Второй из мужчин в команде поднял руку:
– Вы хотели сказать, позывными?
– Нет, именно псевдонимами, вы уже не на войне, партия и президент бросили нас всех на идеологическую работу. Не фронт, а работу, это просили подчеркнуть. Итак, начнем с прекрасной половины. Все, что о ней необходимо знать, это то, что ее псевдоним Донна, что она из Донецка и она специалист в истории авиации и словесности.
Теперь вы, Палыч. О вас…
– Извините, – тот, кого назвали Палычем, снова поднял руку, – почему вдруг Палыч?
– Потому что вы из Нижнего, земляк Чкалова.
– Я родился в Горьком, – пробурчал Палыч под нос.

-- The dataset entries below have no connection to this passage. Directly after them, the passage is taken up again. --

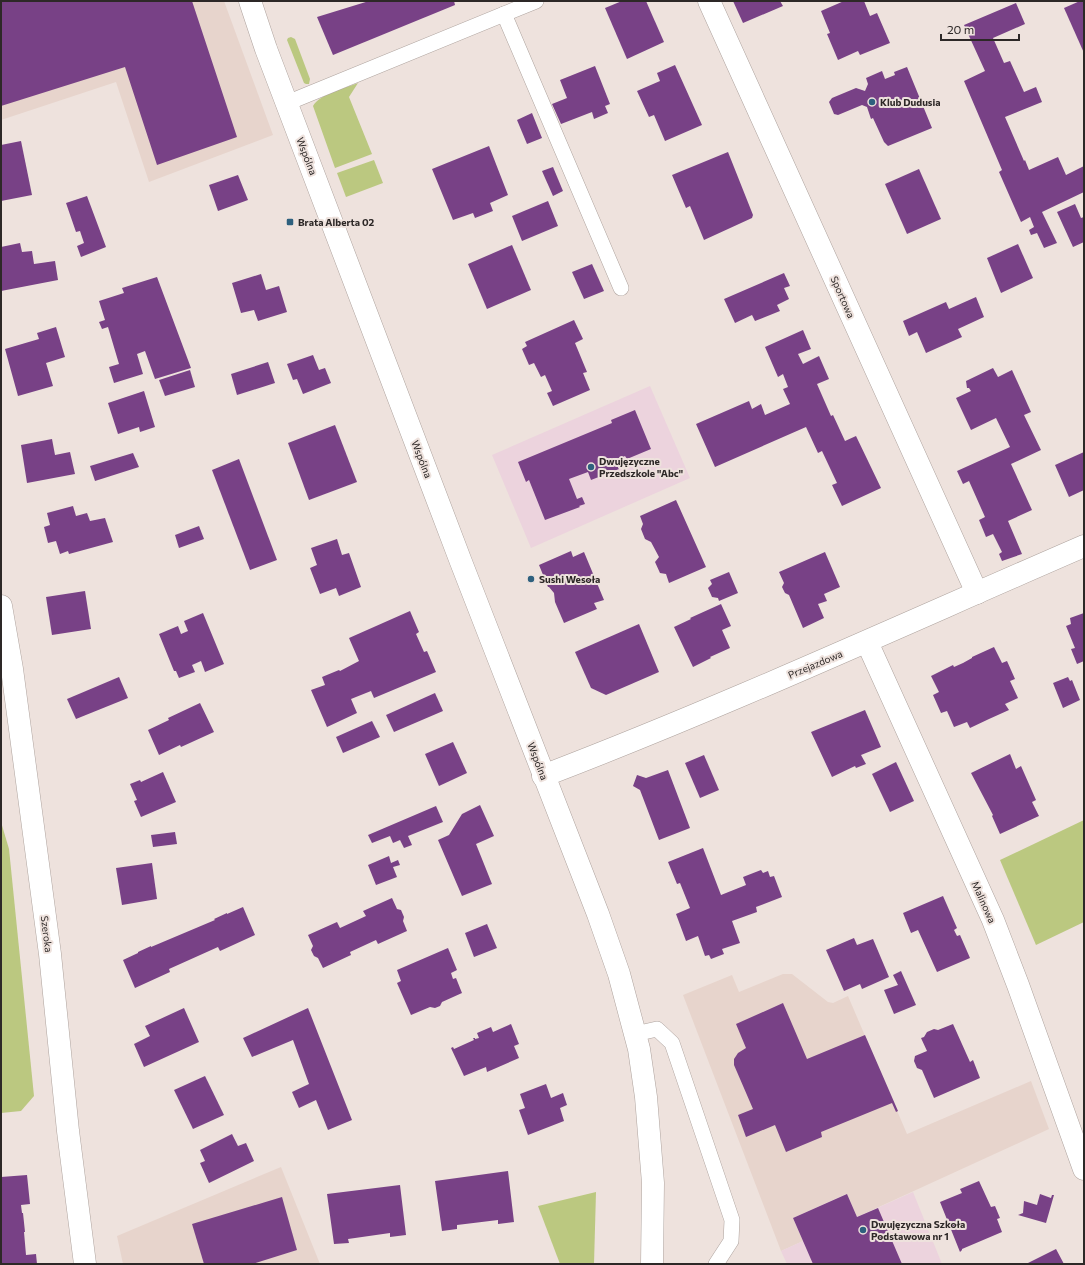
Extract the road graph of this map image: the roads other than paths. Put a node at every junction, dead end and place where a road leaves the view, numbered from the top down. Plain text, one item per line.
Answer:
1 (250, 1) edge
2 (536, 1) edge
3 (709, 1) edge
4 (504, 14) junction
5 (287, 103) junction
6 (621, 288) dead end
7 (1084, 546) edge
8 (977, 593) junction
9 (1, 606) edge
10 (867, 642) junction
11 (7, 670) edge
12 (543, 776) junction
13 (635, 1034) junction
14 (1084, 1169) edge
15 (85, 1264) edge
16 (652, 1264) edge
17 (716, 1264) edge

1 - 5 street, Wspólna
2 - 4 lane
3 - 8 street, Sportowa
4 - 5 lane
4 - 6 lane
5 - 12 street, Wspólna
7 - 8 street, Przejazdowa
8 - 10 street, Przejazdowa
9 - 11 street, Szeroka
10 - 12 street, Przejazdowa
10 - 14 street, Malinowa
11 - 15 street, Szeroka
12 - 13 street, Wspólna
13 - 16 street, Wspólna
13 - 17 lane

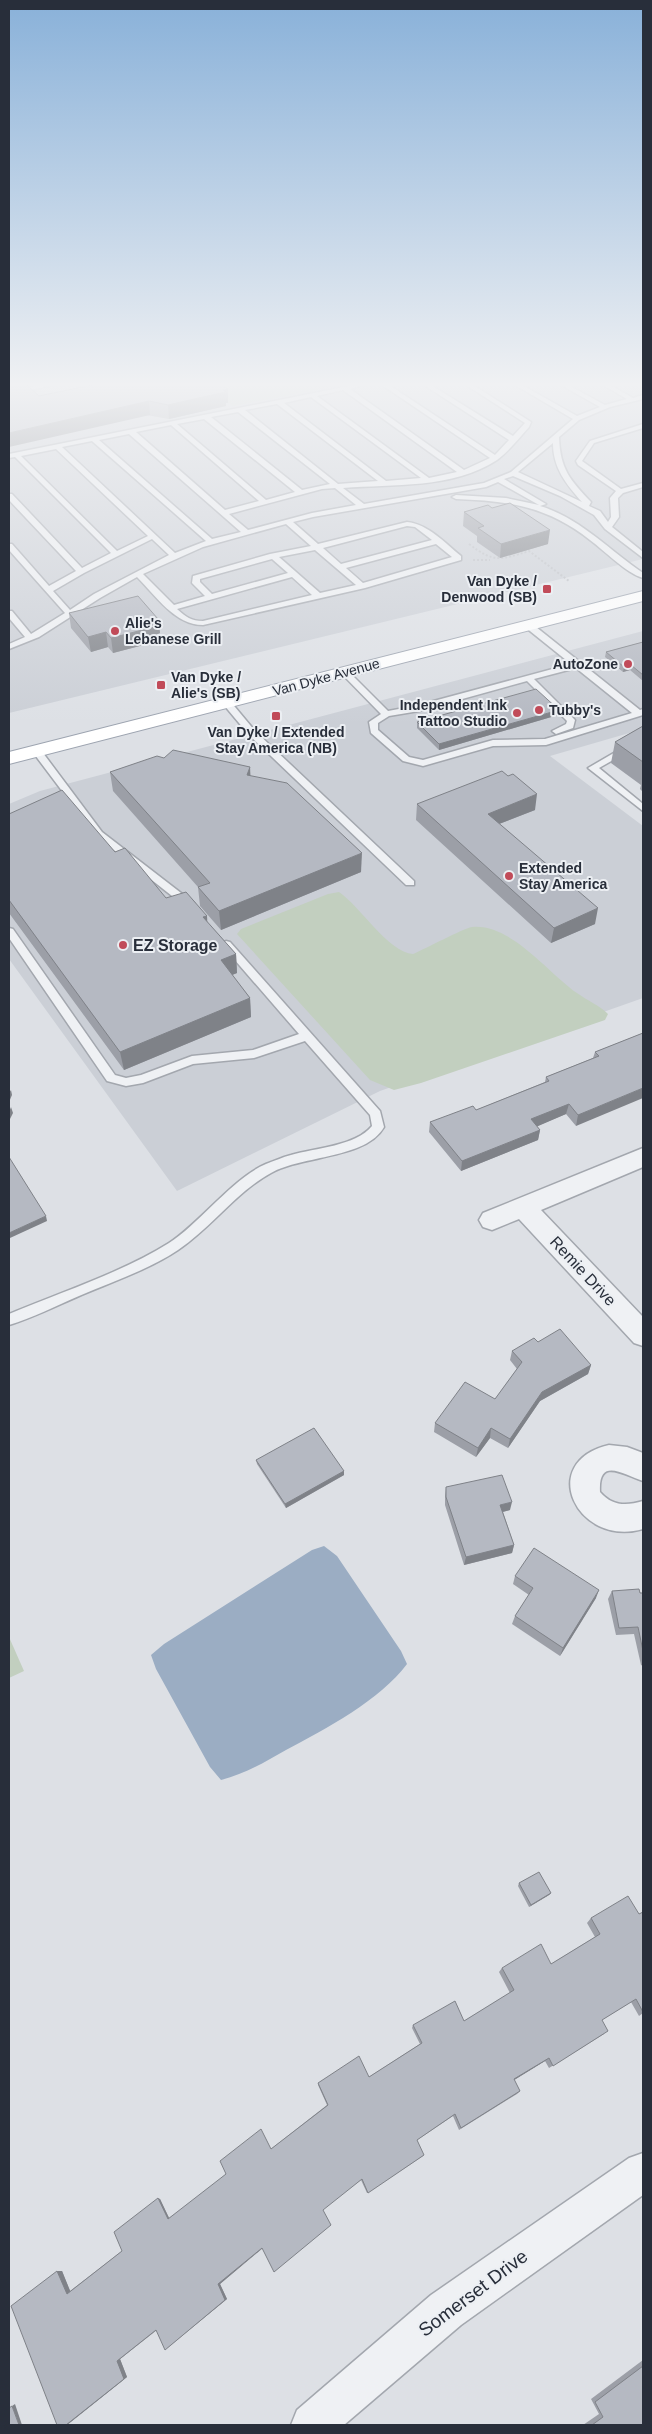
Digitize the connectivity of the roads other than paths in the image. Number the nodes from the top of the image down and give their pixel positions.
1 (12, 499) edge
2 (58, 499) edge
3 (113, 499) edge
4 (162, 499) edge
5 (207, 499) edge
6 (260, 499) edge
7 (276, 499) edge
8 (352, 499) edge
9 (414, 499) edge
10 (497, 499) edge
11 (530, 499) edge
12 (571, 499) edge
13 (584, 499) edge
14 (614, 499) edge
15 (264, 502) junction
16 (363, 508) junction
17 (224, 513) junction
18 (597, 513) junction
19 (555, 514) junction
20 (287, 521) junction
21 (608, 528) junction
22 (246, 532) junction
23 (153, 536) junction
24 (438, 541) junction
25 (211, 542) junction
26 (9, 546) edge
27 (316, 546) junction
28 (115, 553) junction
29 (174, 556) junction
30 (273, 556) junction
31 (643, 556) edge
32 (340, 567) junction
33 (81, 570) junction
34 (138, 574) junction
35 (294, 574) junction
36 (643, 576) edge
37 (362, 586) junction
38 (49, 590) junction
39 (318, 596) junction
40 (643, 596) edge
41 (210, 597) junction
42 (172, 608) junction
43 (9, 613) edge
44 (70, 614) junction
45 (528, 625) junction
46 (30, 638) junction
47 (9, 647) edge
48 (577, 665) junction
49 (344, 672) junction
50 (528, 678) junction
51 (227, 703) junction
52 (641, 713) edge
53 (386, 714) junction
54 (643, 739) edge
55 (493, 743) junction
56 (37, 751) junction
57 (9, 758) edge
58 (9, 766) edge
59 (643, 808) edge
60 (410, 883) dead end
61 (199, 915) edge
62 (9, 931) edge
63 (218, 936) edge
64 (306, 1036) junction
65 (643, 1157) edge
66 (523, 1207) junction
67 (492, 1220) dead end
68 (9, 1320) edge
69 (643, 1335) edge
70 (643, 1468) edge
71 (643, 1515) edge
72 (643, 2172) edge
73 (312, 2425) edge

1 - 33 lane
2 - 28 lane
3 - 23 lane
4 - 25 lane
5 - 17 lane
6 - 15 lane
7 - 15 lane
8 - 16 lane
9 - 16 lane
10 - 19 lane
11 - 19 lane
12 - 18 lane
13 - 18 lane
14 - 21 lane
15 - 17 lane
16 - 20 lane
17 - 22 lane
18 - 21 lane
19 - 36 lane
20 - 22 lane
20 - 27 lane
21 - 31 lane
22 - 25 lane
23 - 28 lane
23 - 29 lane
24 - 27 lane
24 - 32 lane
24 - 37 lane
25 - 29 lane
26 - 38 lane
27 - 30 lane
27 - 32 lane
28 - 33 lane
29 - 34 lane
30 - 35 lane
30 - 41 lane
32 - 37 lane
33 - 38 lane
34 - 42 lane
34 - 44 lane
35 - 39 lane
35 - 41 lane
37 - 39 lane
38 - 44 lane
39 - 42 lane
40 - 45 main road, Van Dyke Avenue
41 - 42 lane
43 - 46 lane
44 - 46 lane
45 - 48 lane
45 - 49 main road, Van Dyke Avenue
46 - 47 lane
48 - 50 lane
48 - 52 lane
49 - 51 main road, Van Dyke Avenue
49 - 53 lane
50 - 53 lane
50 - 55 lane
51 - 56 main road, Van Dyke Avenue
51 - 60 lane
52 - 55 lane
53 - 55 lane
54 - 59 lane
56 - 57 main road, Van Dyke Avenue
56 - 58 main road
56 - 61 lane
62 - 64 lane
63 - 64 lane
64 - 68 lane
65 - 66 street
66 - 67 street
66 - 69 street, Remie Drive
70 - 71 street
72 - 73 street, Somerset Drive

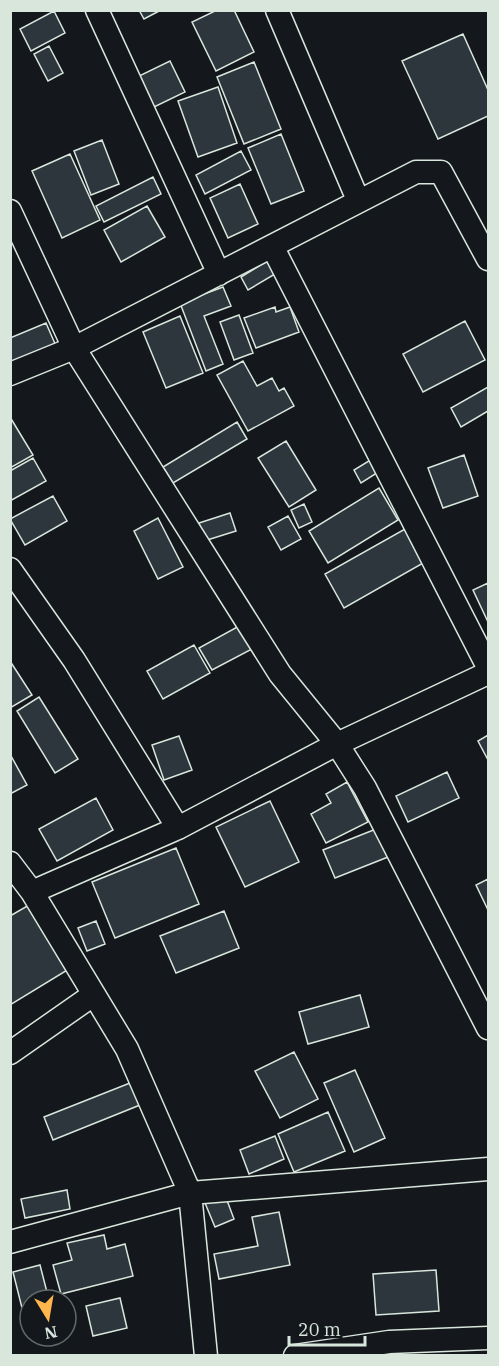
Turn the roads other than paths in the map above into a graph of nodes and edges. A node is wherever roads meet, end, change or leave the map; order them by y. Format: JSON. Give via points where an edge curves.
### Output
{"nodes":[{"id":1,"x":97,"y":10,"type":"edge"},
{"id":2,"x":277,"y":10,"type":"edge"},
{"id":3,"x":358,"y":200,"type":"junction"},
{"id":4,"x":10,"y":211,"type":"edge"},
{"id":5,"x":272,"y":246,"type":"junction"},
{"id":6,"x":489,"y":259,"type":"edge"},
{"id":7,"x":219,"y":274,"type":"junction"},
{"id":8,"x":74,"y":348,"type":"junction"},
{"id":9,"x":10,"y":374,"type":"edge"},
{"id":10,"x":10,"y":569,"type":"edge"},
{"id":11,"x":489,"y":668,"type":"edge"},
{"id":12,"x":489,"y":673,"type":"edge"},
{"id":13,"x":337,"y":744,"type":"junction"},
{"id":14,"x":178,"y":828,"type":"junction"},
{"id":15,"x":10,"y":863,"type":"edge"},
{"id":16,"x":32,"y":892,"type":"junction"},
{"id":17,"x":93,"y":995,"type":"junction"},
{"id":18,"x":489,"y":1028,"type":"edge"},
{"id":19,"x":10,"y":1053,"type":"edge"},
{"id":20,"x":489,"y":1169,"type":"edge"},
{"id":21,"x":190,"y":1193,"type":"junction"},
{"id":22,"x":10,"y":1242,"type":"edge"},
{"id":23,"x":489,"y":1338,"type":"edge"},
{"id":24,"x":206,"y":1356,"type":"edge"},
{"id":25,"x":295,"y":1356,"type":"edge"}],
"edges":[{"from":1,"to":7,"type":"street"},
{"from":2,"to":3,"type":"street"},
{"from":3,"to":5,"type":"street"},
{"from":3,"to":6,"type":"street","via":[[416,172],[441,172]]},
{"from":4,"to":8,"type":"street"},
{"from":5,"to":7,"type":"street"},
{"from":5,"to":11,"type":"street"},
{"from":7,"to":8,"type":"street"},
{"from":8,"to":9,"type":"street"},
{"from":8,"to":13,"type":"street","via":[[280,674]]},
{"from":10,"to":14,"type":"street","via":[[74,660]]},
{"from":12,"to":13,"type":"street"},
{"from":13,"to":14,"type":"street"},
{"from":13,"to":18,"type":"street","via":[[365,788]]},
{"from":14,"to":16,"type":"street"},
{"from":15,"to":16,"type":"street"},
{"from":16,"to":17,"type":"street"},
{"from":17,"to":19,"type":"street"},
{"from":17,"to":21,"type":"street","via":[[127,1049]]},
{"from":20,"to":21,"type":"street"},
{"from":21,"to":22,"type":"street"},
{"from":21,"to":24,"type":"street"},
{"from":23,"to":25,"type":"street","via":[[389,1342]]}]}
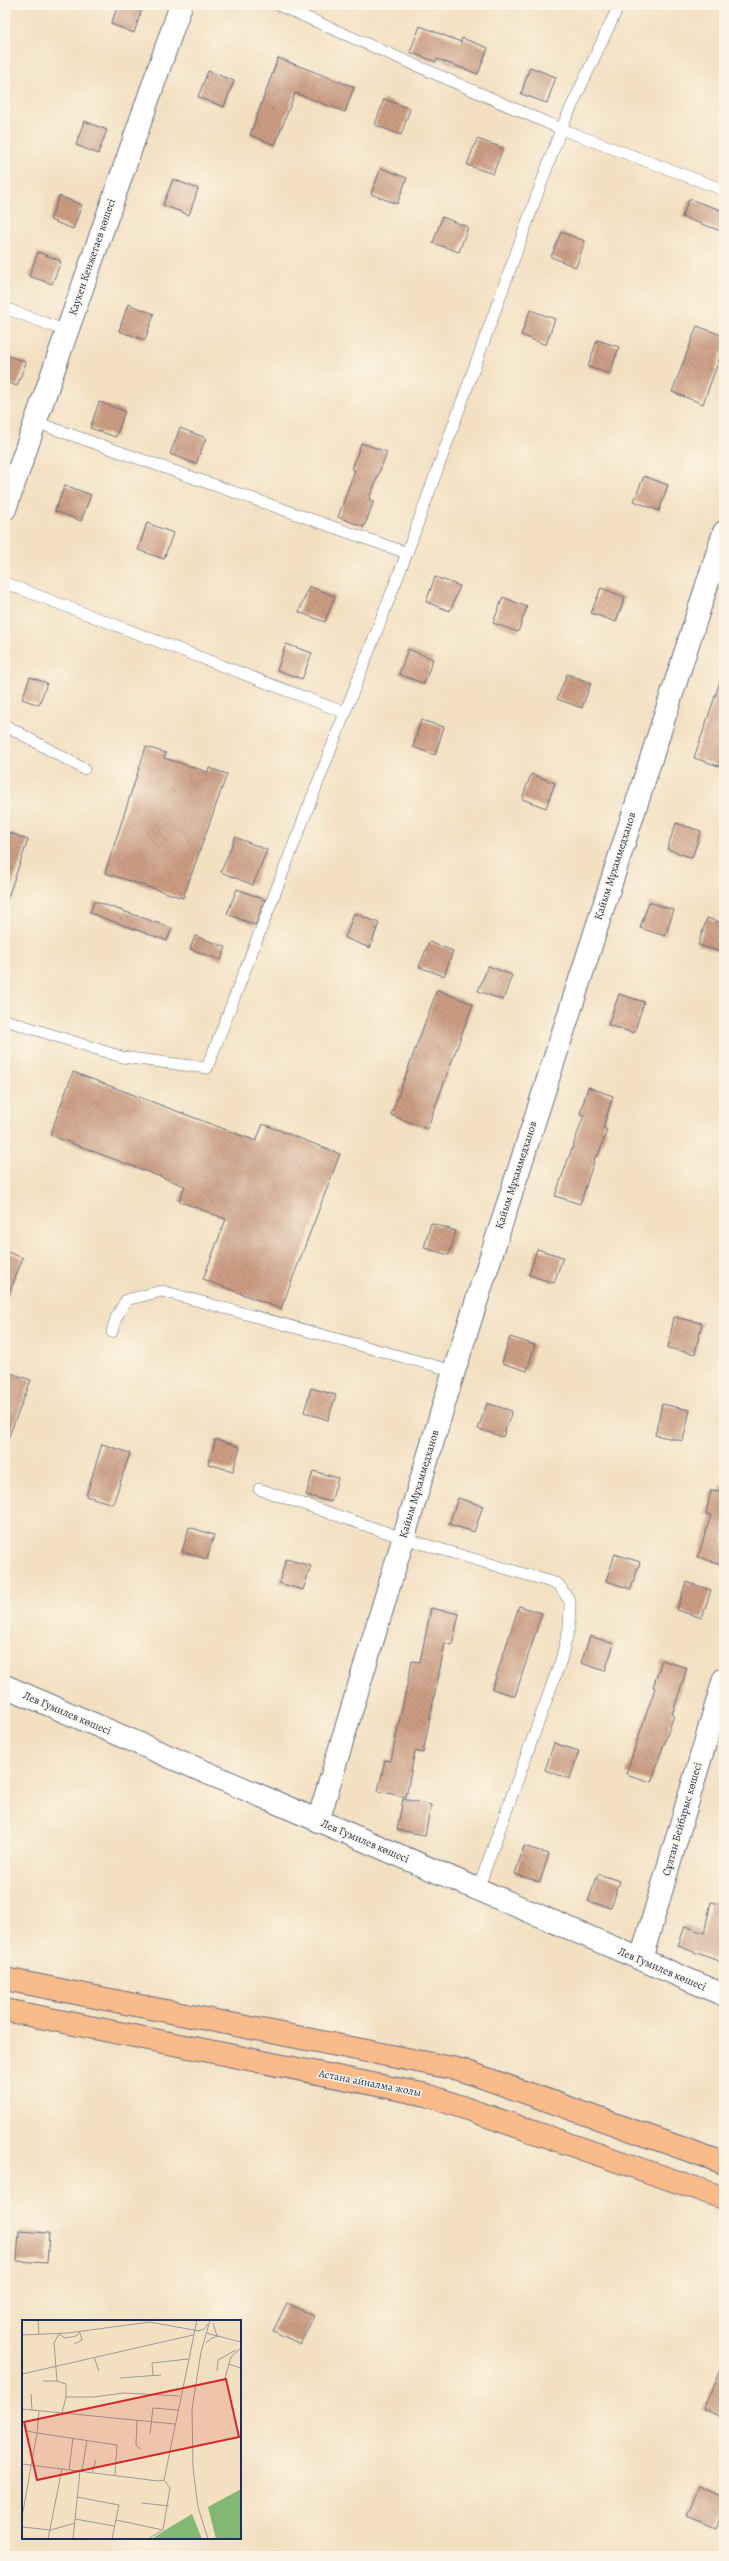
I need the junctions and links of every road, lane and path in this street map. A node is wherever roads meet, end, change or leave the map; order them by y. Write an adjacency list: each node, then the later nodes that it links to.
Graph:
1 (181, 5): 7 (street, Каукен Кенжетаев көшесі)
2 (278, 5): 4 (lane)
3 (619, 5): 4 (lane)
4 (561, 129): 5 (lane); 11 (lane)
5 (724, 190)
6 (5, 308): 7 (lane)
7 (66, 331): 8 (street, Каукен Кенжетаев көшесі)
8 (35, 422): 9 (street, Каукен Кенжетаев көшесі); 11 (lane)
9 (5, 509)
10 (724, 532): 18 (street, Қайым Мұхаммедханов)
11 (407, 554): 13 (lane)
12 (5, 583): 13 (lane)
13 (346, 713): 16 (lane)
14 (5, 725): 15 (lane)
15 (84, 769)
16 (5, 1020)
17 (112, 1332): 18 (lane)
18 (454, 1371): 20 (street, Қайым Мұхаммедханов)
19 (259, 1489): 20 (lane)
20 (403, 1538): 23 (street, Қайым Мұхаммедханов); 24 (lane)
21 (724, 1679): 25 (street, Сұлтан Бейбарыс көшесі)
22 (5, 1686): 23 (street, Лев Гумилев көшесі)
23 (318, 1821): 24 (street, Лев Гумилев көшесі)
24 (478, 1889): 25 (street, Лев Гумилев көшесі)
25 (641, 1959): 27 (street, Лев Гумилев көшесі)
26 (5, 1979): 29 (highway)
27 (724, 1995)
28 (5, 2010): 30 (highway, Астана айналма жолы)
29 (724, 2163)
30 (724, 2198)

Донна посмотрела на него иронически:
– Комми? Тогда я из Сталино.
– Пикироваться нам совсем незачем, – вставил главный, возвращая управление беседой себе. – Что до меня, то вы видите перед собой специалиста по истории техники и вооружений.
– Позвольте узнать ваш позыв… то есть псевдоним, – улыбнулась Донна.
– Извольте. Я – Панас, и да, я из Киева.
Вечером по всему зданию включены акустические антиловушки, чтобы отбить у Чёрного моря охоту своим ревом прерывать мирное течение бесед.
Первая из них началась прямо во время обеда. И поэтому, когда «беседчики», как предложил называть им самим себя речистый Панас, переместились в «беседку», он же, обращаясь к Донне, спросил:
– И чем же, голубушка, вы можете объяснить такую любовь вашего, гм, простите, старокиевская привычка-завычка, – нашего Донбасса к пафосным лозунгам при полной нелюбови его к пафосу в быту, как говорится, и на производстве?
Донна, видимо, продолжая развивать ранее начатую мысль, ответствовала:
– Все просто. Половину своей новейшей истории Донбасс прожил при советской власти, имевшей обыкновение изъясняться порой пафосно. Может, оттого к образу Донбасса прилипло множество громких лозунгов? Я вовсе не утверждаю, что они не хороши. Давайте просто выберем самые ходовые и посмотрим, насколько они соответствуют истине. Дойдя до оной, мы ответим если не на весь ваш вопрос, то на большую часть.